Para la mayoría de los migrantes ecuatorianos que vienen a EE.UU., la única ruta migratoria posible atraviesa las densas selvas tropicales de América Central antes de llegar a la frontera entre EE.UU. y México. Antes del 2021, cuando México comenzó a exigir visas de turista a los ciudadanos de Ecuador, un migrante ecuatoriano podía volar a México y luego continuar su travesía hacia el norte. Hoy en día, incluso si los migrantes logran cruzar el peligroso Tapón del Darién y llegar a México por tierra, deben enfrentar inmediatamente desafíos mortales: secuestros por parte de carteles de drogas, coyotes poco confiables, la ausencia de una embajada ecuatoriana a la que recurrir si algo sale mal y, al final del camino, una frontera fuertemente vigilada donde agentes mexicanos y estadounidenses esperan listos para detener a quienes intenten cruzar.
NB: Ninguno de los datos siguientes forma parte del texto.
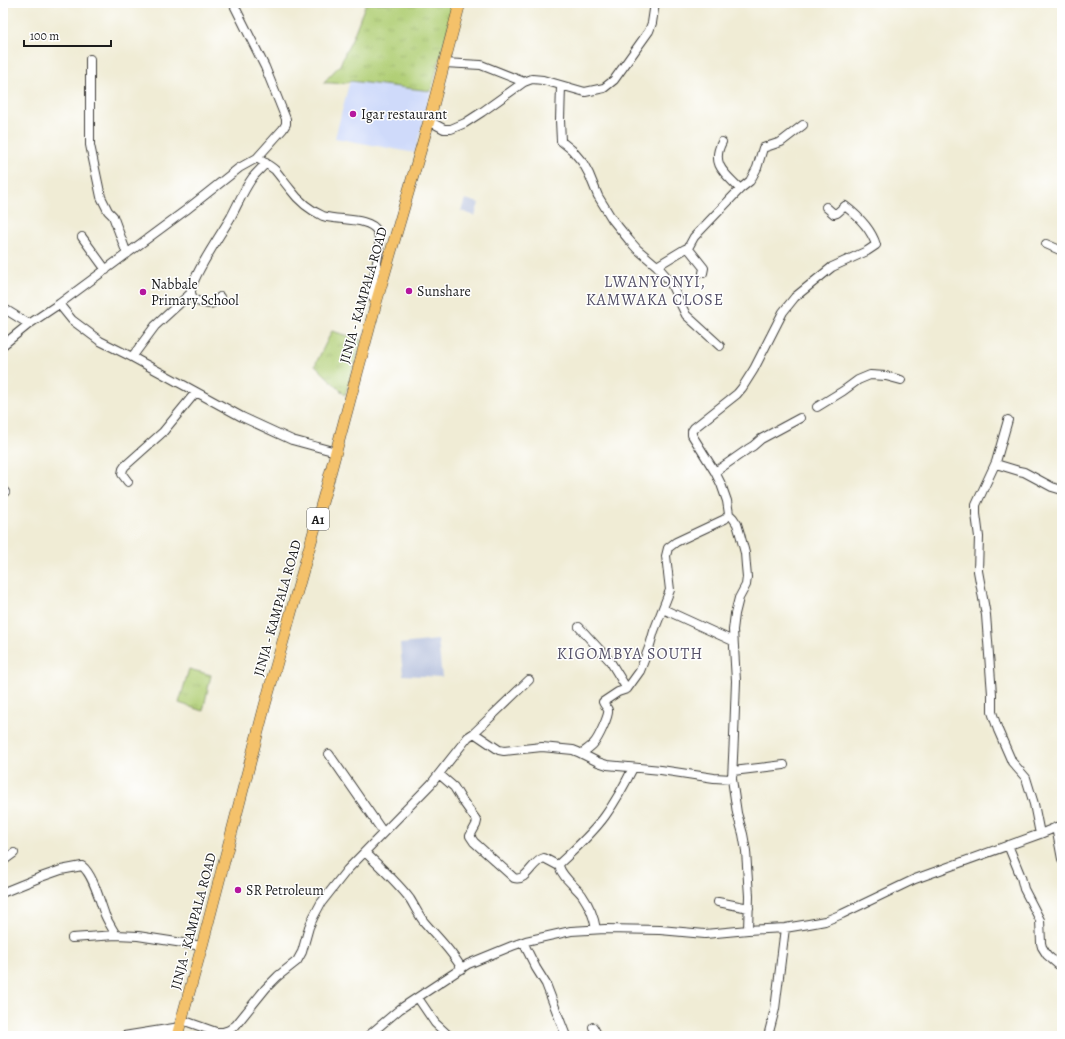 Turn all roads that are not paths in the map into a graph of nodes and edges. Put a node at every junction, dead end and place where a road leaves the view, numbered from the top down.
1 (233, 3) edge
2 (460, 3) edge
3 (655, 3) edge
4 (90, 59) dead end
5 (444, 63) junction
6 (524, 82) junction
7 (561, 86) junction
8 (429, 121) junction
9 (803, 125) dead end
10 (722, 142) dead end
11 (257, 158) junction
12 (266, 163) junction
13 (740, 189) junction
14 (826, 207) dead end
15 (82, 237) dead end
16 (1046, 244) dead end
17 (688, 248) junction
18 (1062, 251) edge
19 (127, 254) junction
20 (657, 266) junction
21 (106, 270) junction
22 (703, 272) dead end
23 (191, 293) junction
24 (220, 298) dead end
25 (376, 303) junction
26 (59, 304) junction
27 (3, 308) edge
28 (29, 324) junction
29 (3, 345) edge
30 (720, 346) dead end
31 (132, 357) junction
32 (901, 380) dead end
33 (196, 392) junction
34 (817, 407) dead end
35 (800, 418) dead end
36 (1008, 420) dead end
37 (336, 452) junction
38 (996, 464) junction
39 (715, 472) junction
40 (128, 482) dead end
41 (1062, 490) edge
42 (729, 514) junction
43 (663, 609) junction
44 (579, 627) dead end
45 (733, 641) junction
46 (529, 680) dead end
47 (627, 689) junction
48 (474, 733) junction
49 (582, 753) junction
50 (329, 754) dead end
51 (784, 765) dead end
52 (633, 768) junction
53 (439, 774) junction
54 (732, 775) junction
55 (1059, 826) edge
56 (383, 832) junction
57 (1040, 834) junction
58 (1008, 845) junction
59 (14, 852) dead end
60 (365, 852) junction
61 (1062, 859) edge
62 (3, 861) edge
63 (559, 866) junction
64 (4, 892) edge
65 (718, 902) dead end
66 (749, 908) junction
67 (785, 928) junction
68 (596, 930) junction
69 (748, 930) junction
70 (116, 935) junction
71 (72, 938) dead end
72 (523, 942) junction
73 (202, 946) junction
74 (1062, 968) edge
75 (462, 969) junction
76 (418, 998) junction
77 (593, 1027) dead end
78 (179, 1028) edge
79 (124, 1036) edge
80 (368, 1036) edge
81 (449, 1036) edge
82 (566, 1036) edge
83 (598, 1036) edge
84 (768, 1036) edge

1 - 11 street
2 - 5 highway, JINJA - KAMPALA ROAD / A1
3 - 7 street
4 - 19 street
5 - 6 street
5 - 8 highway, JINJA - KAMPALA ROAD / A1
6 - 7 street
6 - 8 street
7 - 20 street
8 - 25 highway, JINJA - KAMPALA ROAD / A1
9 - 13 street
10 - 13 street
11 - 12 street
11 - 19 street
12 - 23 street
12 - 25 street
13 - 17 street
14 - 39 street
15 - 21 street
16 - 18 street
17 - 20 street
17 - 22 street
19 - 21 street
20 - 30 street
21 - 26 street
23 - 24 street
23 - 31 street
25 - 37 highway, JINJA - KAMPALA ROAD / A1
26 - 28 street
26 - 31 street
27 - 28 street
28 - 29 street
31 - 33 street
32 - 34 street
33 - 37 street
33 - 40 street
35 - 39 street
36 - 38 street
37 - 73 highway, JINJA - KAMPALA ROAD / A1
38 - 41 street
38 - 57 street
39 - 42 street
42 - 43 street
42 - 45 street
43 - 45 street
43 - 47 street
44 - 47 street
45 - 54 street
46 - 48 street
47 - 49 street
48 - 49 street
48 - 53 street
49 - 52 street
50 - 56 street
51 - 54 street
52 - 54 street
52 - 63 street
53 - 56 street
53 - 63 street
54 - 66 street
55 - 57 street
55 - 61 street
56 - 60 street
57 - 58 street
58 - 67 street
58 - 74 street
59 - 62 street
60 - 75 street
60 - 78 street
63 - 68 street
64 - 70 street
65 - 66 street
66 - 69 street
67 - 69 street
67 - 84 street
68 - 69 street
68 - 72 street
70 - 71 street
70 - 73 street
72 - 75 street
72 - 82 street
73 - 78 highway, JINJA - KAMPALA ROAD / A1
75 - 76 street
76 - 80 street
76 - 81 street
77 - 83 street
78 - 79 street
A pesar de todo esto, miles de ecuatorianos siguen llegando cada mes a suelo estadounidense; su deseo de alcanzar un refugio seguro resulta más fuerte que los equipos de nivel militar utilizados para mantenerlos fuera.
III.
Priscila llegó a Connecticut en 2022. Priscila, quien es identificada solo por su primer nombre debido a procesos migratorios que siguen en curso, tiene 36 años, es madre de dos niñas de 8 y 11 años, y vive en Old Saybrook, CT, a solo media hora del Consulado en el centro de New Haven. Entre turnos de doce horas en el trabajo, clases en una universidad local por las tardes y las prisas mañaneras de alistar a sus hijas para la escuela, apenas puede encontrar tiempo para concederme una entrevista. Cuando finalmente logramos coordinar nuestros horarios, es viernes por la noche, su único día libre. “Ya sabes cómo es en los días libres,” me dice, “solo hay más trabajo que hacer… ayudar a mi hermana en el trabajo, atender a mis hijas, nunca se acaba.”
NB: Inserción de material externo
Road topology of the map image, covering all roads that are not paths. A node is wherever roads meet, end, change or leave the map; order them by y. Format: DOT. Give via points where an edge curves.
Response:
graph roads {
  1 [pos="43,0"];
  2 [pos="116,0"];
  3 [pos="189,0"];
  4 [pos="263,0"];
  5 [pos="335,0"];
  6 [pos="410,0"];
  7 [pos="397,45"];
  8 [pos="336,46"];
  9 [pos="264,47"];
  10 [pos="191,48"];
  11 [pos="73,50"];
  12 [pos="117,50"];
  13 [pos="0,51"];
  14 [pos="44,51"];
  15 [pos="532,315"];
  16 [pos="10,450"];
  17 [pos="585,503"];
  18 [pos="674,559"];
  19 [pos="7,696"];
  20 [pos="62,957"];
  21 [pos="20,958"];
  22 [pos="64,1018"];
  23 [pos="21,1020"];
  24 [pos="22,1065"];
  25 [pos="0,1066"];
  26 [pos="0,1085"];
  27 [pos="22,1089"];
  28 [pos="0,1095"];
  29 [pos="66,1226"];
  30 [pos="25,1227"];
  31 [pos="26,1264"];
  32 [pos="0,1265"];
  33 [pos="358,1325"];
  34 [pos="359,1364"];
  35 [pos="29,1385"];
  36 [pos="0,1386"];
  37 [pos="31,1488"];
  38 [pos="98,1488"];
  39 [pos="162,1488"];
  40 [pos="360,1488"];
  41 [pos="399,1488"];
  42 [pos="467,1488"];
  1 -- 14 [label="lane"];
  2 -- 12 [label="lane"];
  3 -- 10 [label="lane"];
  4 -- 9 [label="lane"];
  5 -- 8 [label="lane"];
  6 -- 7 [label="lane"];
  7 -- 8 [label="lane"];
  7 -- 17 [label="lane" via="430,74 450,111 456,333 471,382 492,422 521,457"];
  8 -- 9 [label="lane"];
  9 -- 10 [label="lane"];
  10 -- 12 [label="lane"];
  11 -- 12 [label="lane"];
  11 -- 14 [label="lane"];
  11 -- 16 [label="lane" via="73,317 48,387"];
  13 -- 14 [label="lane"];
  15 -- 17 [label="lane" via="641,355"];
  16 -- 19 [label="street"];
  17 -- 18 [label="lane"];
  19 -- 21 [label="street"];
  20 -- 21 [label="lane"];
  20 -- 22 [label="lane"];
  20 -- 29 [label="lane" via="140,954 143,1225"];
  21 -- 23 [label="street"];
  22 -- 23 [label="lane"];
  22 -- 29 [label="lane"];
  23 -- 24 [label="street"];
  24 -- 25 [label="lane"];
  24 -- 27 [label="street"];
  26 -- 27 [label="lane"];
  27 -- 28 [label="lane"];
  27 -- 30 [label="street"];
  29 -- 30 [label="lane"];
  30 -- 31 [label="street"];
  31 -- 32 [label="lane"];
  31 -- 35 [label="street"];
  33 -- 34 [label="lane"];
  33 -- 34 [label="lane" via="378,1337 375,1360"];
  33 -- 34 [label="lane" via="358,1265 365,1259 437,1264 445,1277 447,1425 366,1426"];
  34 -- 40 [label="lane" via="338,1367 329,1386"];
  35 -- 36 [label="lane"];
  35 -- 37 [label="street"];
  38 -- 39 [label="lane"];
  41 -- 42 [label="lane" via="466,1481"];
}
Priscila dice que su línea—o líneas—de trabajo actual son “temporales.” Por ahora, tiene un empleo relativamente estable cuidando de una señora mayor, “una ancianita americana”. Priscila dice que le gusta; la mantiene ocupada de sábado a jueves. Durante los últimos dos años también ha tenido que aceptar trabajo haciendo manicuras y cortando cabello, aprendiendo a través de tutoriales en línea y otros métodos autodidactas. “Soy muy mala con las manos, la verdad,” me dice. “Yo no habría pensado hacer cosas así en mi país, pero tuve que aprender.”
En Ecuador, Priscila era abogada y dueña de un negocio. Vivía en la ciudad andina de Cuenca, donde ella y su esposo abrieron un negocio de compra y venta de vehículos en 2011. Ella solía dirigir el departamento legal de la empresa. Priscila me relata una historia de movilidad social ganada con esfuerzo: me cuenta cómo fue mudarse de una ciudad rural en la región Amazónica a la ciudad de Cuenca, casarse, formar una familia y abrir su propio negocio. Eventualmente, el trabajo de la pareja les permitió alcanzar “estabilidad, tanto económica como social.” Tuvieron hijos. Viajaron, dentro de Ecuador y también al extranjero. Se establecieron cada vez más firmemente entre las filas de la clase media emprendedora de su país. “Estábamos bien,” Priscila recuerda con la mirada un poco perdida. “Era el fruto de nuestros esfuerzos.”
Todo eso cambió el día en que sus vidas fueron amenazadas a punta de pistola. Luego, como muchos otros, no tuvieron más opción que huir.
IV.
Históricamente, Ecuador ha sido una nación pacífica. Aunque el país está ubicado entre Colombia y Perú—dos potencias productoras de cocaína que han lidiado durante mucho tiempo con violentas guerrillas y otros grupos militares vinculados al narcotráfico—durante gran parte de este siglo, Ecuador se posicionó junto a sus vecinos más desarrollados como Chile o Argentina en términos de seguridad.
A finales de la década del 2000 y principios de la de 2010, el país experimentó el mayor auge petrolero de su historia. Bajo la administración del entonces presidente Rafael Correa—quien posteriormente fue condenado por sobornos en el contexto de un esquema de corrupción multimillonario—se construyeron cientos de escuelas públicas, clínicas, carreteras y viviendas por todo el país. Los ingresos del 40 por ciento más pobre de los ecuatorianos crecieron ocho veces más que el promedio nacional. La promesa de un Estado de bienestar se vislumbraba en el horizonte: la promesa de un programa de repatriación para las decenas de miles de migrantes que abandonaron el país en los años ochenta, la promesa de un futuro brillante y una fuente inagotable de ingresos petroleros para financiarlo todo.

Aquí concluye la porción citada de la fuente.